What this task involves: Copy out the listing that follows exactly, dropping every picture.

Data in this exercise:
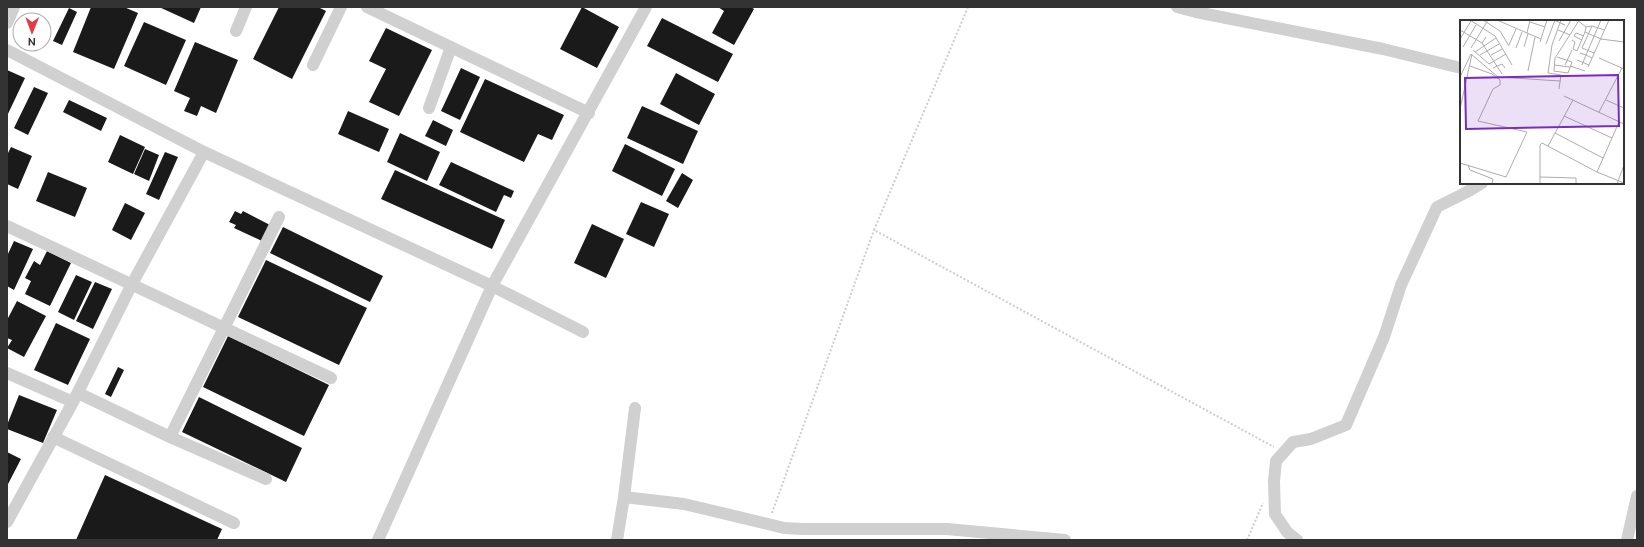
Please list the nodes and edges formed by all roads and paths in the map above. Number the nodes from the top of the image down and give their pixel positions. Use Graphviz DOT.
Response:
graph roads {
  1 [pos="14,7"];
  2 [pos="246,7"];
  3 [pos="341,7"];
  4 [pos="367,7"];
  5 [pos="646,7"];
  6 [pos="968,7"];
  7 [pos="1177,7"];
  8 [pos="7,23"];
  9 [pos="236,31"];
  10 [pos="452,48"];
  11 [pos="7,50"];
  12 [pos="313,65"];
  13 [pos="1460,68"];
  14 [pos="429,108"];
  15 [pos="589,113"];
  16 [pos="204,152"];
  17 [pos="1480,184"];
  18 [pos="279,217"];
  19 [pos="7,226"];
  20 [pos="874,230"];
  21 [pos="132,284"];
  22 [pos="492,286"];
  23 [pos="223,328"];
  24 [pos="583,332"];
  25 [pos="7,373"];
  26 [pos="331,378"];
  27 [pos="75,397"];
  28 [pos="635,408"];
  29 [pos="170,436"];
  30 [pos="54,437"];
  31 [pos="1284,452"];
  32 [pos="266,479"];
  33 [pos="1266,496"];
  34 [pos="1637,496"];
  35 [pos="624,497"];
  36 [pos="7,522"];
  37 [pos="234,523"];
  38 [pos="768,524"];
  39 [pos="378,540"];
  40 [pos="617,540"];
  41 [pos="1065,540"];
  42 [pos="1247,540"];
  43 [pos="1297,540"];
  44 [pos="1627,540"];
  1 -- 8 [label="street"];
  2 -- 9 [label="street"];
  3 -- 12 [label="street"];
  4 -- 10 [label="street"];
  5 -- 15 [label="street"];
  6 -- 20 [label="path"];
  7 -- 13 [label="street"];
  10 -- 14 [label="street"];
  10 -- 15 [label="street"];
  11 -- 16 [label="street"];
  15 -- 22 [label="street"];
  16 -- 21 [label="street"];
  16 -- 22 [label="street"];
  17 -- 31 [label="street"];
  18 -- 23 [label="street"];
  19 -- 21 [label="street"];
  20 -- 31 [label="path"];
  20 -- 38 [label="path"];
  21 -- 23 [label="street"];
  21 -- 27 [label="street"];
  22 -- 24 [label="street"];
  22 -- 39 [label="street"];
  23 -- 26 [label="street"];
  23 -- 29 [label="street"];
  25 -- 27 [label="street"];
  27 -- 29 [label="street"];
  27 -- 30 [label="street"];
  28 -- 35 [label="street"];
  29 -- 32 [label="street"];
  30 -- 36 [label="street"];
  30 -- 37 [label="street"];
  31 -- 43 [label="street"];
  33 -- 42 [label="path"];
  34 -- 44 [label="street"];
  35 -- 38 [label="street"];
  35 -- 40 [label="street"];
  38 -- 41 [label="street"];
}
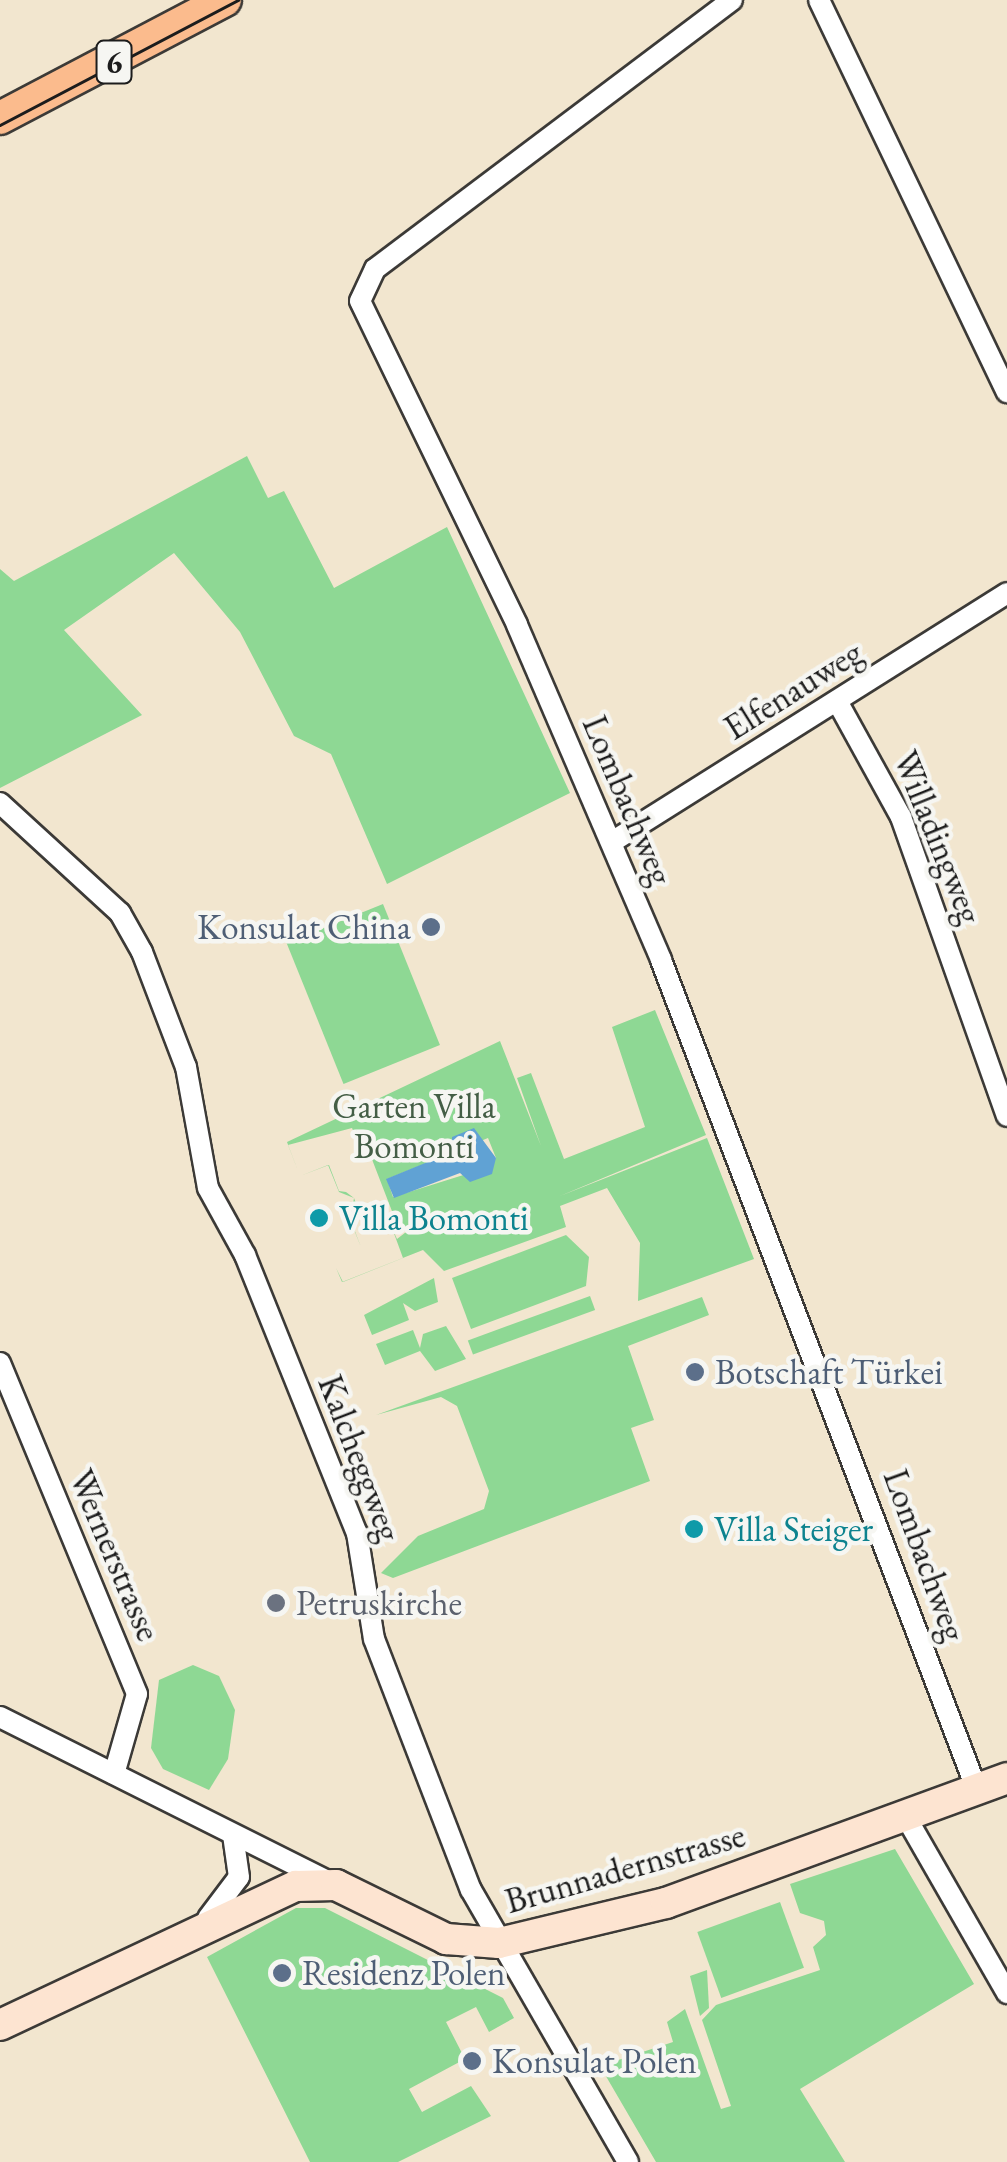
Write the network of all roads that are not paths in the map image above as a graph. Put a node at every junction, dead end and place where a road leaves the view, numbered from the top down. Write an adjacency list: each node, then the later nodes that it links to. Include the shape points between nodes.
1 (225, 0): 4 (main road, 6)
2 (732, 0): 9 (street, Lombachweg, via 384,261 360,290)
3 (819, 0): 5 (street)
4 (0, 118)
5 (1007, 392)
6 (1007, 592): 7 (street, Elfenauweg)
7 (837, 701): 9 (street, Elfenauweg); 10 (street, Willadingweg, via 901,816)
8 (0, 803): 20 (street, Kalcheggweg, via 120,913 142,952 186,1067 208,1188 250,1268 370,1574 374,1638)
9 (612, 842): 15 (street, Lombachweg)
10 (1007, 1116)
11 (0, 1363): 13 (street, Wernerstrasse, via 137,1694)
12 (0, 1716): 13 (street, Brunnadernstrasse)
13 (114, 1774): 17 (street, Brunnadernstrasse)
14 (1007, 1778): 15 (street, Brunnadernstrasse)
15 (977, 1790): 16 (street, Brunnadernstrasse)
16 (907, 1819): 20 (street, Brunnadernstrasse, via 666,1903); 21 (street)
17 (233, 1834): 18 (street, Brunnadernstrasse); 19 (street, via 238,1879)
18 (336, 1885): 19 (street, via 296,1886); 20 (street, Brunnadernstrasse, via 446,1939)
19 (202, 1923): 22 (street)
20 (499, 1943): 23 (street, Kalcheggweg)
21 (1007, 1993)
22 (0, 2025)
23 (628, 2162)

Written reply:
Please list the nodes and edges formed by all roads and paths in the map above. Number the nodes from the top of the image down and give their pixel positions. Use Graphviz DOT.
Response:
graph roads {
  1 [pos="14,7"];
  2 [pos="246,7"];
  3 [pos="341,7"];
  4 [pos="367,7"];
  5 [pos="646,7"];
  6 [pos="968,7"];
  7 [pos="1177,7"];
  8 [pos="7,23"];
  9 [pos="236,31"];
  10 [pos="452,48"];
  11 [pos="7,50"];
  12 [pos="313,65"];
  13 [pos="1460,68"];
  14 [pos="429,108"];
  15 [pos="589,113"];
  16 [pos="204,152"];
  17 [pos="1480,184"];
  18 [pos="279,217"];
  19 [pos="7,226"];
  20 [pos="874,230"];
  21 [pos="132,284"];
  22 [pos="492,286"];
  23 [pos="223,328"];
  24 [pos="583,332"];
  25 [pos="7,373"];
  26 [pos="331,378"];
  27 [pos="75,397"];
  28 [pos="635,408"];
  29 [pos="170,436"];
  30 [pos="54,437"];
  31 [pos="1284,452"];
  32 [pos="266,479"];
  33 [pos="1266,496"];
  34 [pos="1637,496"];
  35 [pos="624,497"];
  36 [pos="7,522"];
  37 [pos="234,523"];
  38 [pos="768,524"];
  39 [pos="378,540"];
  40 [pos="617,540"];
  41 [pos="1065,540"];
  42 [pos="1247,540"];
  43 [pos="1297,540"];
  44 [pos="1627,540"];
  1 -- 8 [label="street"];
  2 -- 9 [label="street"];
  3 -- 12 [label="street"];
  4 -- 10 [label="street"];
  5 -- 15 [label="street"];
  6 -- 20 [label="path"];
  7 -- 13 [label="street"];
  10 -- 14 [label="street"];
  10 -- 15 [label="street"];
  11 -- 16 [label="street"];
  15 -- 22 [label="street"];
  16 -- 21 [label="street"];
  16 -- 22 [label="street"];
  17 -- 31 [label="street"];
  18 -- 23 [label="street"];
  19 -- 21 [label="street"];
  20 -- 31 [label="path"];
  20 -- 38 [label="path"];
  21 -- 23 [label="street"];
  21 -- 27 [label="street"];
  22 -- 24 [label="street"];
  22 -- 39 [label="street"];
  23 -- 26 [label="street"];
  23 -- 29 [label="street"];
  25 -- 27 [label="street"];
  27 -- 29 [label="street"];
  27 -- 30 [label="street"];
  28 -- 35 [label="street"];
  29 -- 32 [label="street"];
  30 -- 36 [label="street"];
  30 -- 37 [label="street"];
  31 -- 43 [label="street"];
  33 -- 42 [label="path"];
  34 -- 44 [label="street"];
  35 -- 38 [label="street"];
  35 -- 40 [label="street"];
  38 -- 41 [label="street"];
}
Write the network of all roads that are not paths in the map image above as a graph. Put a node at every junction, dead end and place where a road leaves the view, numbered from the top down. Write an adjacency list: each node, then the later nodes that it links to. Include the shape points between nodes.
1 (225, 0): 4 (main road, 6)
2 (732, 0): 9 (street, Lombachweg, via 384,261 360,290)
3 (819, 0): 5 (street)
4 (0, 118)
5 (1007, 392)
6 (1007, 592): 7 (street, Elfenauweg)
7 (837, 701): 9 (street, Elfenauweg); 10 (street, Willadingweg, via 901,816)
8 (0, 803): 20 (street, Kalcheggweg, via 120,913 142,952 186,1067 208,1188 250,1268 370,1574 374,1638)
9 (612, 842): 15 (street, Lombachweg)
10 (1007, 1116)
11 (0, 1363): 13 (street, Wernerstrasse, via 137,1694)
12 (0, 1716): 13 (street, Brunnadernstrasse)
13 (114, 1774): 17 (street, Brunnadernstrasse)
14 (1007, 1778): 15 (street, Brunnadernstrasse)
15 (977, 1790): 16 (street, Brunnadernstrasse)
16 (907, 1819): 20 (street, Brunnadernstrasse, via 666,1903); 21 (street)
17 (233, 1834): 18 (street, Brunnadernstrasse); 19 (street, via 238,1879)
18 (336, 1885): 19 (street, via 296,1886); 20 (street, Brunnadernstrasse, via 446,1939)
19 (202, 1923): 22 (street)
20 (499, 1943): 23 (street, Kalcheggweg)
21 (1007, 1993)
22 (0, 2025)
23 (628, 2162)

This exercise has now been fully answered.